> _What is required_
Transcribe all the entries word for word, omitting any pictures they contain.

> _Recorded information_
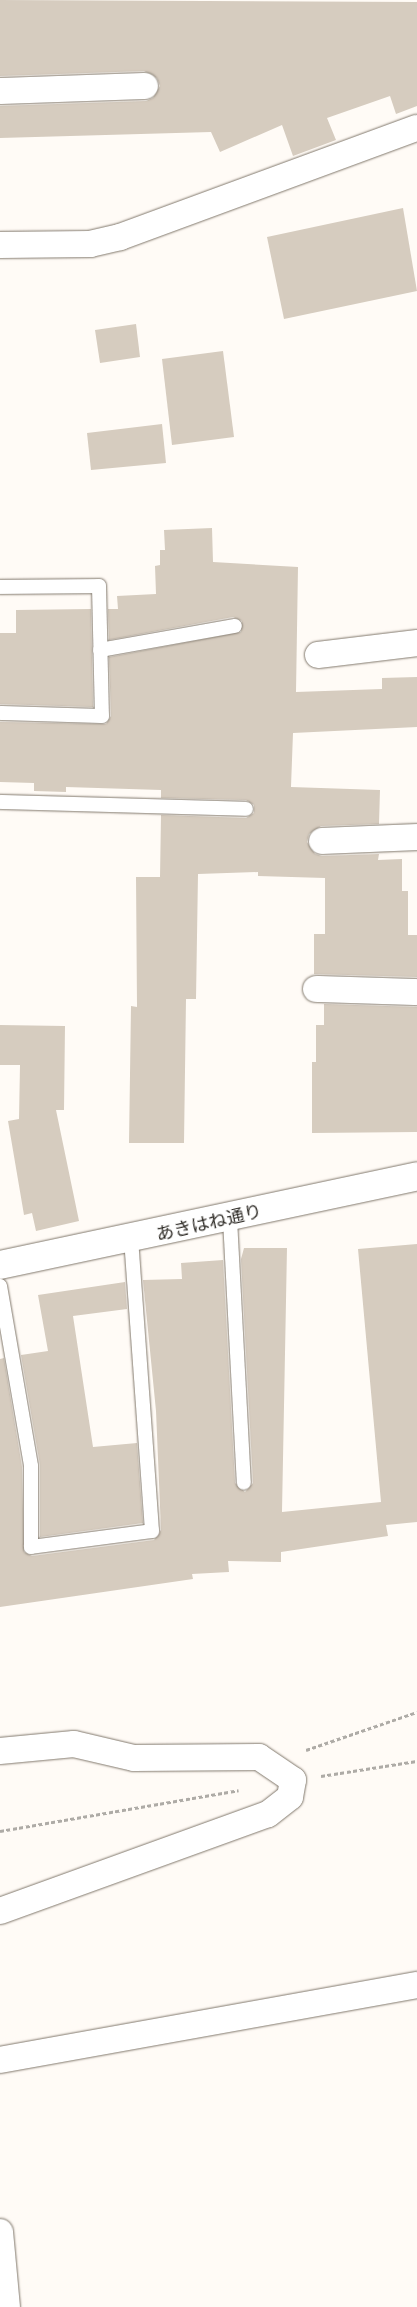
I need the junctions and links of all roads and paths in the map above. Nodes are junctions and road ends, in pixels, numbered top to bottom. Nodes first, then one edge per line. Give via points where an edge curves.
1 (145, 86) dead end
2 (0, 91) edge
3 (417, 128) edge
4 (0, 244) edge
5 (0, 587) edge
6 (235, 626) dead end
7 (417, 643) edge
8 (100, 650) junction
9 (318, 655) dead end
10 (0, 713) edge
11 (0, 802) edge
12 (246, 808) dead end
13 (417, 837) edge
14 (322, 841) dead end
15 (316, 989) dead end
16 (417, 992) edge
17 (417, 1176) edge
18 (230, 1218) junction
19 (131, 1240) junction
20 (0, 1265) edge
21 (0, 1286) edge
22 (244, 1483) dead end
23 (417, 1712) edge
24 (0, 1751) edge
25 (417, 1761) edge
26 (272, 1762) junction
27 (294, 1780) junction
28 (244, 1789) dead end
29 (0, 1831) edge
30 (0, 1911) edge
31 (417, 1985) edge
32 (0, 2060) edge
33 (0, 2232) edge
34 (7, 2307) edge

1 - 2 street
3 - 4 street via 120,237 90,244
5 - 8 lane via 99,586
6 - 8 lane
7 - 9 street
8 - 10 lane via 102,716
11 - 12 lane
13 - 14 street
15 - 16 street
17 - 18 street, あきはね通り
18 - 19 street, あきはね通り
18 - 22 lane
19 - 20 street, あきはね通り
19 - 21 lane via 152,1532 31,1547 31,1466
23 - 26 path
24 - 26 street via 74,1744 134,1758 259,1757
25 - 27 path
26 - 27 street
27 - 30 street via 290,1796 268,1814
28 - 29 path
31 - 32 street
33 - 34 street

> _Output below_
I need the junctions and links of all roads and paths in the map above. Nodes are junctions and road ends, in pixels, numbered top to bottom. Nodes first, then one edge per line. Give via points where an edge curves.
1 (145, 86) dead end
2 (0, 91) edge
3 (417, 128) edge
4 (0, 244) edge
5 (0, 587) edge
6 (235, 626) dead end
7 (417, 643) edge
8 (100, 650) junction
9 (318, 655) dead end
10 (0, 713) edge
11 (0, 802) edge
12 (246, 808) dead end
13 (417, 837) edge
14 (322, 841) dead end
15 (316, 989) dead end
16 (417, 992) edge
17 (417, 1176) edge
18 (230, 1218) junction
19 (131, 1240) junction
20 (0, 1265) edge
21 (0, 1286) edge
22 (244, 1483) dead end
23 (417, 1712) edge
24 (0, 1751) edge
25 (417, 1761) edge
26 (272, 1762) junction
27 (294, 1780) junction
28 (244, 1789) dead end
29 (0, 1831) edge
30 (0, 1911) edge
31 (417, 1985) edge
32 (0, 2060) edge
33 (0, 2232) edge
34 (7, 2307) edge

1 - 2 street
3 - 4 street via 120,237 90,244
5 - 8 lane via 99,586
6 - 8 lane
7 - 9 street
8 - 10 lane via 102,716
11 - 12 lane
13 - 14 street
15 - 16 street
17 - 18 street, あきはね通り
18 - 19 street, あきはね通り
18 - 22 lane
19 - 20 street, あきはね通り
19 - 21 lane via 152,1532 31,1547 31,1466
23 - 26 path
24 - 26 street via 74,1744 134,1758 259,1757
25 - 27 path
26 - 27 street
27 - 30 street via 290,1796 268,1814
28 - 29 path
31 - 32 street
33 - 34 street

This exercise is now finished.